2019年10月に第1回目の入学試験を実施し、2020年1月に2回目の入学試験を行う予定です。入試には、多くの留学生の方も来ていただいています。
地域課題を解決するという研究科の特徴から、できれば学生だけではなく、ぜひ社会人の方にも入学してほしいと思っています。地域の専門家やNPOなど、地域の実践力というのはとても大切です。今まで社会の中で積み重ねてきたご苦労やハードルを乗り越えてきた経験は、その方にしか語れないことなので、そういう方が学生として入ってくれると心強いと思います。
会社側から見れば、社員が仕事を離れることで一時的に戦力ダウンにはなりますが、急がば回れという考え方もありますので、その方が学んで帰ってきた時には会社が発展するということを期待して送り出していただきたいと思います。

修了後は、行政、民間、NPO、起業など多彩な分野で活躍するチームリーダーに

― 最後にメッセージをお願いします

「共創」という言葉を定義付けし、実際のカリキュラムに反映させた研究科の新設は、おそらく全国でも新しい取り組みだと思います。新しいコンセプトの研究科なので、専門性を追及していくというよりは、チームを作って課題を解決することに興味がある方に来ていただきたいですね。想定される進路は、行政、民間会社、NPO、起業など非常に幅広いと思います。
人口減少など、ネガティブな面ばかりクローズアップされがちな青森県ですが、三方を海に囲まれ、世界自然遺産白神山地や十和田湖などの豊かな自然があり、そこで育まれる食など青森県には素晴らしいものがたくさんあります。ですので、これまでにない新たな価値を生み出すことのできる可能性もたくさんあると思います。地域課題解決のために、チームの中心になり、未来を切り拓いていけるフロントランナー集団を育成したいと考えています。意欲・行動力があり、粘り強く学べる方をお待ちしています。

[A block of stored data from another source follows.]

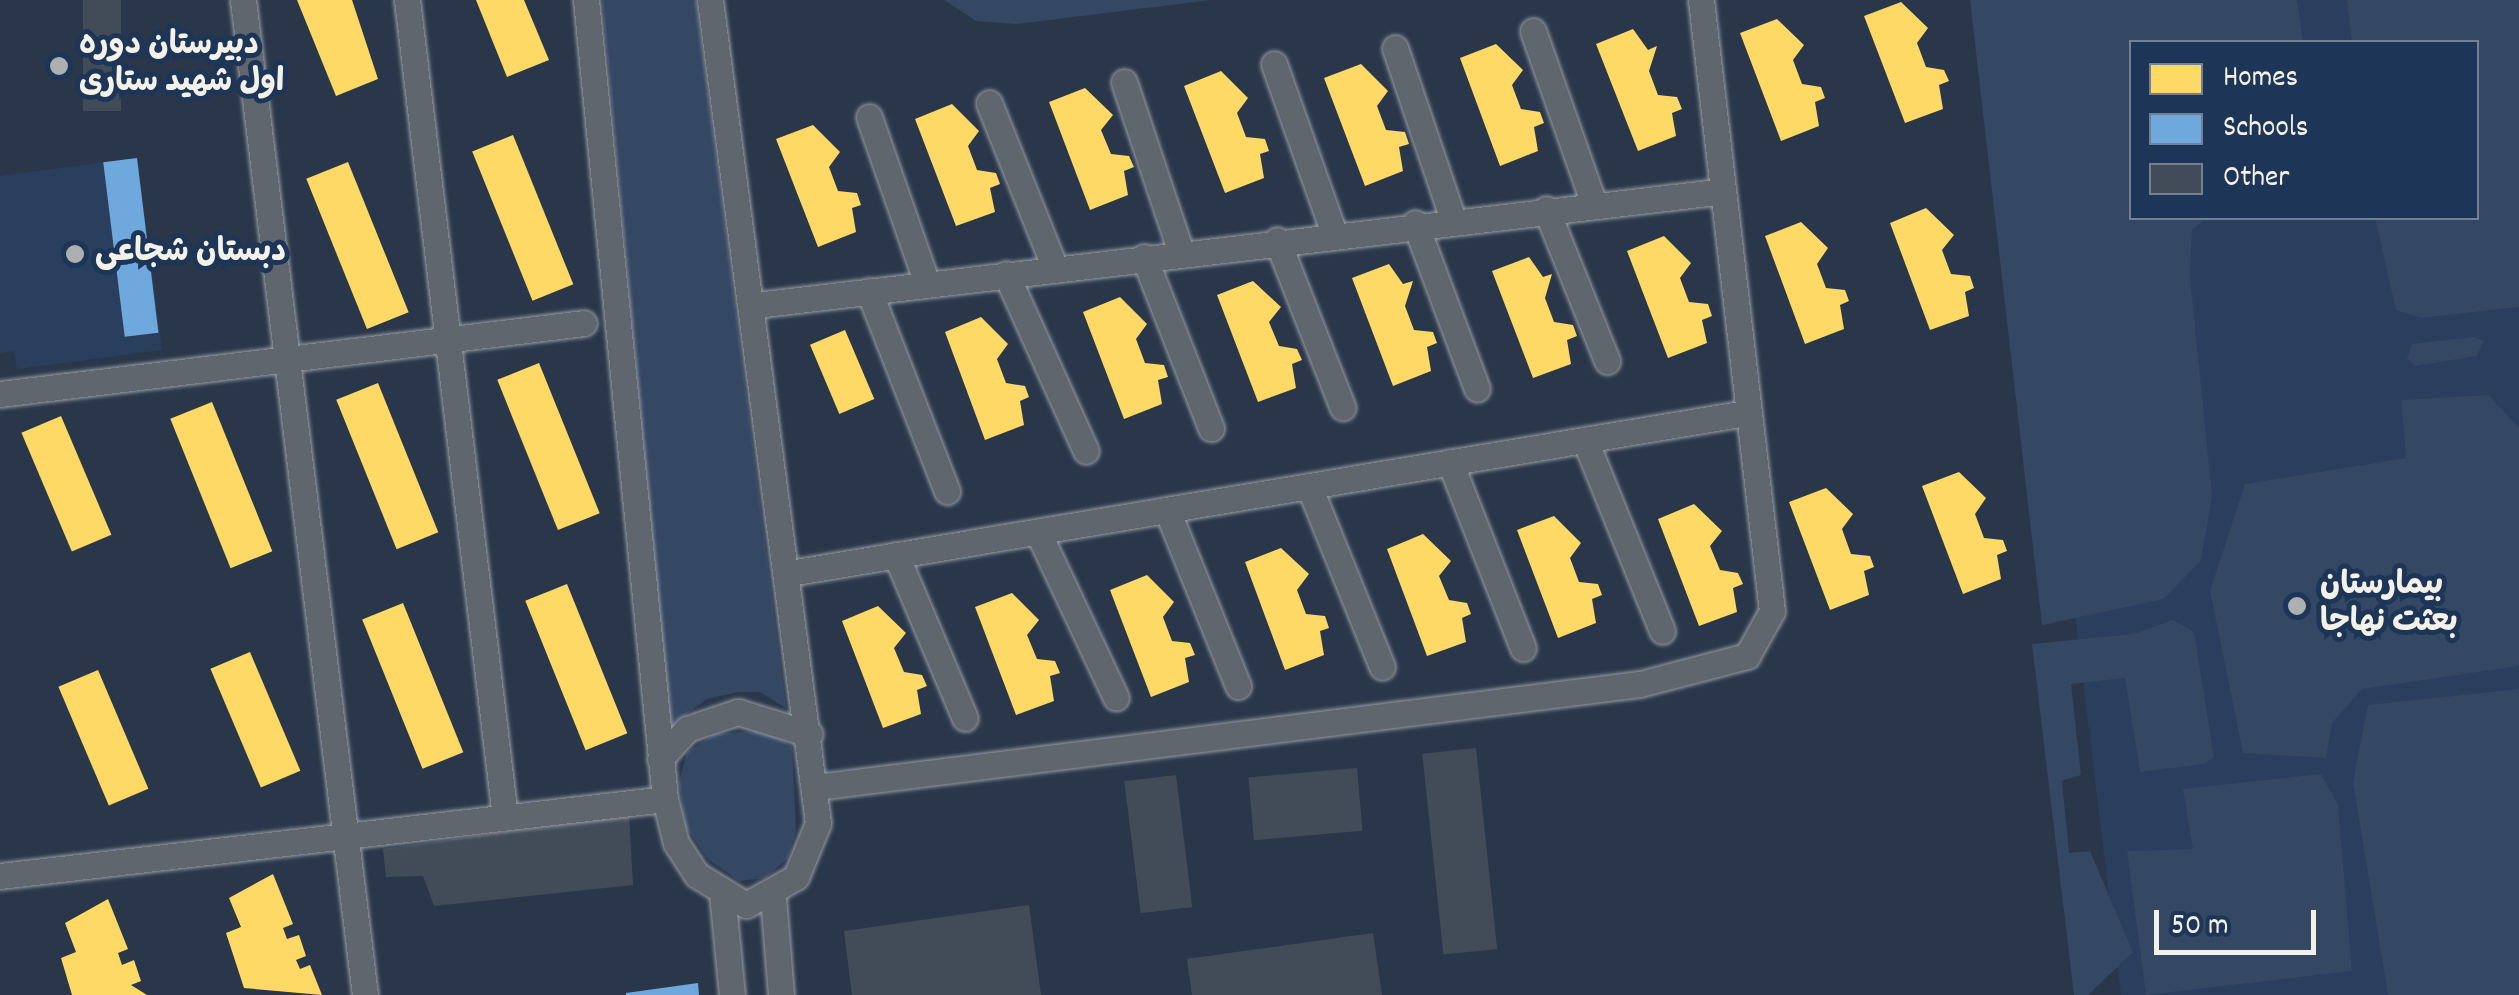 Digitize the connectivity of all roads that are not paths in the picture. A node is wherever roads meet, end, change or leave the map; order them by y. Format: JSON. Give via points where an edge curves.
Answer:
{"nodes":[{"id":1,"x":243,"y":0,"type":"edge"},
{"id":2,"x":407,"y":0,"type":"edge"},
{"id":3,"x":586,"y":0,"type":"edge"},
{"id":4,"x":710,"y":0,"type":"edge"},
{"id":5,"x":1701,"y":0,"type":"edge"},
{"id":6,"x":1533,"y":31,"type":"dead end"},
{"id":7,"x":1395,"y":48,"type":"dead end"},
{"id":8,"x":1274,"y":64,"type":"dead end"},
{"id":9,"x":1124,"y":82,"type":"dead end"},
{"id":10,"x":989,"y":103,"type":"dead end"},
{"id":11,"x":870,"y":117,"type":"dead end"},
{"id":12,"x":1717,"y":192,"type":"junction"},
{"id":13,"x":1594,"y":204,"type":"junction"},
{"id":14,"x":1546,"y":209,"type":"junction"},
{"id":15,"x":1453,"y":218,"type":"junction"},
{"id":16,"x":1415,"y":223,"type":"junction"},
{"id":17,"x":1334,"y":233,"type":"junction"},
{"id":18,"x":1278,"y":240,"type":"junction"},
{"id":19,"x":1181,"y":252,"type":"junction"},
{"id":20,"x":1144,"y":257,"type":"junction"},
{"id":21,"x":1054,"y":268,"type":"junction"},
{"id":22,"x":1006,"y":274,"type":"junction"},
{"id":23,"x":927,"y":284,"type":"junction"},
{"id":24,"x":869,"y":291,"type":"junction"},
{"id":25,"x":756,"y":305,"type":"junction"},
{"id":26,"x":584,"y":323,"type":"dead end"},
{"id":27,"x":448,"y":340,"type":"junction"},
{"id":28,"x":287,"y":359,"type":"junction"},
{"id":29,"x":1607,"y":361,"type":"dead end"},
{"id":30,"x":1477,"y":389,"type":"dead end"},
{"id":31,"x":0,"y":394,"type":"edge"},
{"id":32,"x":1343,"y":408,"type":"dead end"},
{"id":33,"x":1744,"y":413,"type":"junction"},
{"id":34,"x":1211,"y":428,"type":"dead end"},
{"id":35,"x":1585,"y":440,"type":"junction"},
{"id":36,"x":1086,"y":451,"type":"dead end"},
{"id":37,"x":1450,"y":462,"type":"junction"},
{"id":38,"x":1309,"y":486,"type":"junction"},
{"id":39,"x":947,"y":491,"type":"dead end"},
{"id":40,"x":1168,"y":510,"type":"junction"},
{"id":41,"x":1038,"y":532,"type":"junction"},
{"id":42,"x":896,"y":556,"type":"junction"},
{"id":43,"x":790,"y":573,"type":"junction"},
{"id":44,"x":1662,"y":631,"type":"dead end"},
{"id":45,"x":1523,"y":648,"type":"dead end"},
{"id":46,"x":1382,"y":667,"type":"dead end"},
{"id":47,"x":1238,"y":686,"type":"dead end"},
{"id":48,"x":1116,"y":698,"type":"dead end"},
{"id":49,"x":965,"y":718,"type":"dead end"},
{"id":50,"x":810,"y":734,"type":"junction"},
{"id":51,"x":660,"y":759,"type":"junction"},
{"id":52,"x":816,"y":787,"type":"junction"},
{"id":53,"x":665,"y":799,"type":"junction"},
{"id":54,"x":505,"y":817,"type":"junction"},
{"id":55,"x":345,"y":836,"type":"junction"},
{"id":56,"x":0,"y":876,"type":"edge"},
{"id":57,"x":722,"y":893,"type":"junction"},
{"id":58,"x":773,"y":897,"type":"junction"},
{"id":59,"x":365,"y":995,"type":"edge"},
{"id":60,"x":732,"y":995,"type":"edge"},
{"id":61,"x":781,"y":995,"type":"edge"}],
"edges":[{"from":1,"to":28,"type":"street"},
{"from":2,"to":27,"type":"street"},
{"from":3,"to":51,"type":"street"},
{"from":4,"to":25,"type":"street"},
{"from":5,"to":12,"type":"street"},
{"from":6,"to":13,"type":"street"},
{"from":7,"to":15,"type":"street"},
{"from":8,"to":17,"type":"street"},
{"from":9,"to":19,"type":"street"},
{"from":10,"to":21,"type":"street"},
{"from":11,"to":23,"type":"street"},
{"from":12,"to":13,"type":"street"},
{"from":12,"to":33,"type":"street"},
{"from":13,"to":14,"type":"street"},
{"from":14,"to":15,"type":"street"},
{"from":14,"to":29,"type":"street"},
{"from":15,"to":16,"type":"street"},
{"from":16,"to":17,"type":"street"},
{"from":16,"to":30,"type":"street"},
{"from":17,"to":18,"type":"street"},
{"from":18,"to":19,"type":"street"},
{"from":18,"to":32,"type":"street"},
{"from":19,"to":20,"type":"street"},
{"from":20,"to":21,"type":"street"},
{"from":20,"to":34,"type":"street"},
{"from":21,"to":22,"type":"street"},
{"from":22,"to":23,"type":"street"},
{"from":22,"to":36,"type":"street"},
{"from":23,"to":24,"type":"street"},
{"from":24,"to":25,"type":"street"},
{"from":24,"to":39,"type":"street"},
{"from":25,"to":43,"type":"street"},
{"from":26,"to":27,"type":"street"},
{"from":27,"to":28,"type":"street"},
{"from":27,"to":54,"type":"street"},
{"from":28,"to":31,"type":"street"},
{"from":28,"to":55,"type":"street"},
{"from":33,"to":35,"type":"street"},
{"from":33,"to":52,"type":"street","via":[[1772,611],[1746,656],[1640,684]]},
{"from":35,"to":37,"type":"street"},
{"from":35,"to":44,"type":"street"},
{"from":37,"to":38,"type":"street"},
{"from":37,"to":45,"type":"street"},
{"from":38,"to":40,"type":"street"},
{"from":38,"to":46,"type":"street"},
{"from":40,"to":41,"type":"street"},
{"from":40,"to":47,"type":"street"},
{"from":41,"to":42,"type":"street"},
{"from":41,"to":48,"type":"street"},
{"from":42,"to":43,"type":"street"},
{"from":42,"to":49,"type":"street"},
{"from":43,"to":50,"type":"street"},
{"from":50,"to":51,"type":"street","via":[[738,712],[687,728]]},
{"from":50,"to":52,"type":"street"},
{"from":51,"to":53,"type":"street"},
{"from":52,"to":58,"type":"street","via":[[810,851]]},
{"from":53,"to":54,"type":"street"},
{"from":53,"to":57,"type":"street","via":[[676,843]]},
{"from":54,"to":55,"type":"street"},
{"from":55,"to":56,"type":"street"},
{"from":55,"to":59,"type":"street"},
{"from":57,"to":58,"type":"street","via":[[746,905]]},
{"from":57,"to":60,"type":"street"},
{"from":58,"to":61,"type":"street"}]} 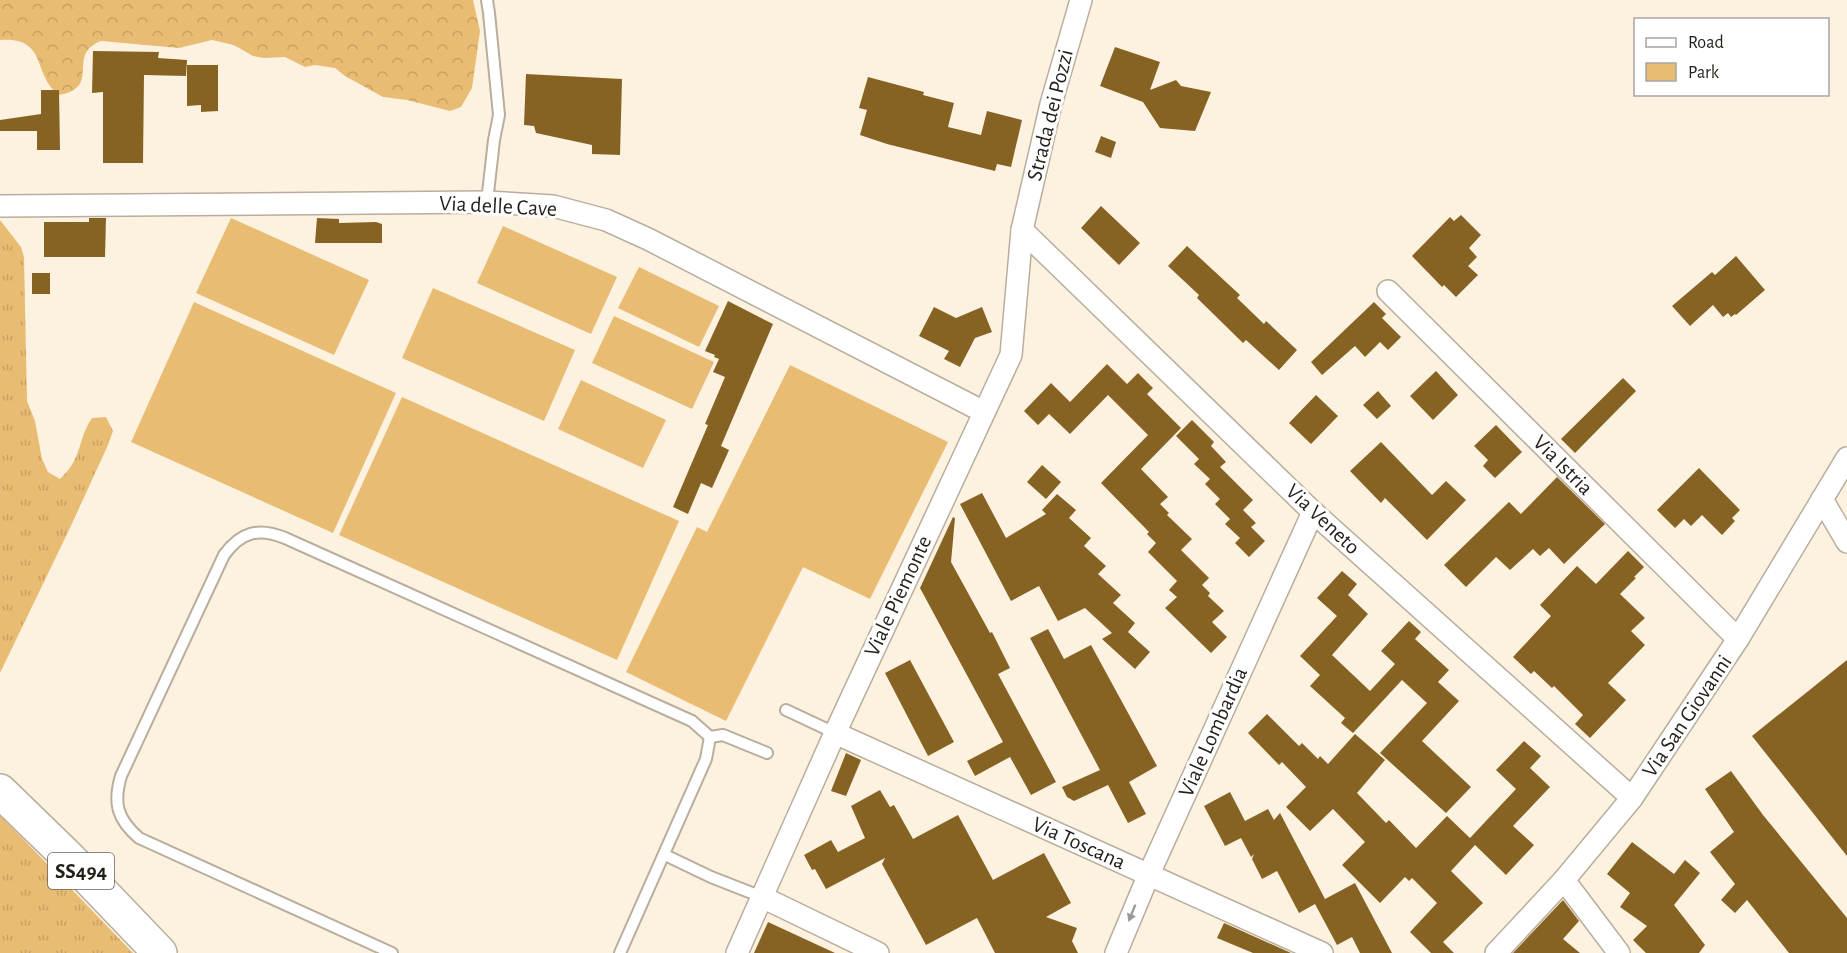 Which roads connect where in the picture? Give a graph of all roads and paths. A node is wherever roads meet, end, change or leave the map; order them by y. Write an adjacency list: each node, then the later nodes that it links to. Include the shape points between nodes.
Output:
1 (487, 0): 3 (lane, via 499,115)
2 (1081, 0): 5 (street, Strada dei Pozzi, via 1051,104)
3 (487, 202): 4 (street, Via delle Cave); 7 (street, Via delle Cave, via 553,206 606,220)
4 (0, 206)
5 (1022, 230): 7 (street, Viale Piemonte, via 1011,356); 10 (street, Via Veneto)
6 (1388, 291): 12 (street, Via Istria)
7 (984, 412): 14 (street, Viale Piemonte)
8 (1847, 458): 9 (street, Via San Giovanni)
9 (1822, 499): 11 (street); 12 (street, Via San Giovanni)
10 (1314, 512): 18 (street, Via Veneto); 20 (street, Viale Lombardia)
11 (1847, 542)
12 (1738, 639): 18 (street, Via San Giovanni)
13 (786, 710): 14 (lane)
14 (835, 733): 20 (street, Via Toscana); 22 (street, Viale Piemonte)
15 (710, 737): 16 (lane, via 723,735); 19 (lane, via 706,759); 24 (lane, via 692,721 272,532 244,536 232,544 121,776 117,803 121,817 139,838)
16 (767, 753)
17 (0, 791): 23 (main road, SS494)
18 (1632, 798): 21 (street, Via San Giovanni)
19 (665, 855): 22 (lane); 25 (lane)
20 (1149, 874): 28 (street, Viale Lombardia, one-way to 28); 29 (street, Via Toscana)
21 (1564, 880): 30 (street, Via San Giovanni); 31 (street)
22 (762, 897): 26 (street, Viale Piemonte); 27 (street)
23 (160, 953)
24 (392, 953)
25 (620, 953)
26 (737, 953)
27 (878, 953)
28 (1116, 953)
29 (1323, 953)
30 (1496, 953)
31 (1619, 953)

地域共創科学研究科 産業創成科学専攻 第1期生 手塚さんと田代さん
新設の地域共創科学研究科 産業創成科学専攻 第1期生となる手塚さん(奥)と田代さん(手前)。​
石塚先生の講義やゼミ活動を通じて、食料・農業問題をもっと学びたいという思いを抱き、新設される大学院への進学を決意。​
大学院では、グローバル化が進む中で、地域の持続的発展に食と農がどのように関わるのかを学びたいと話す。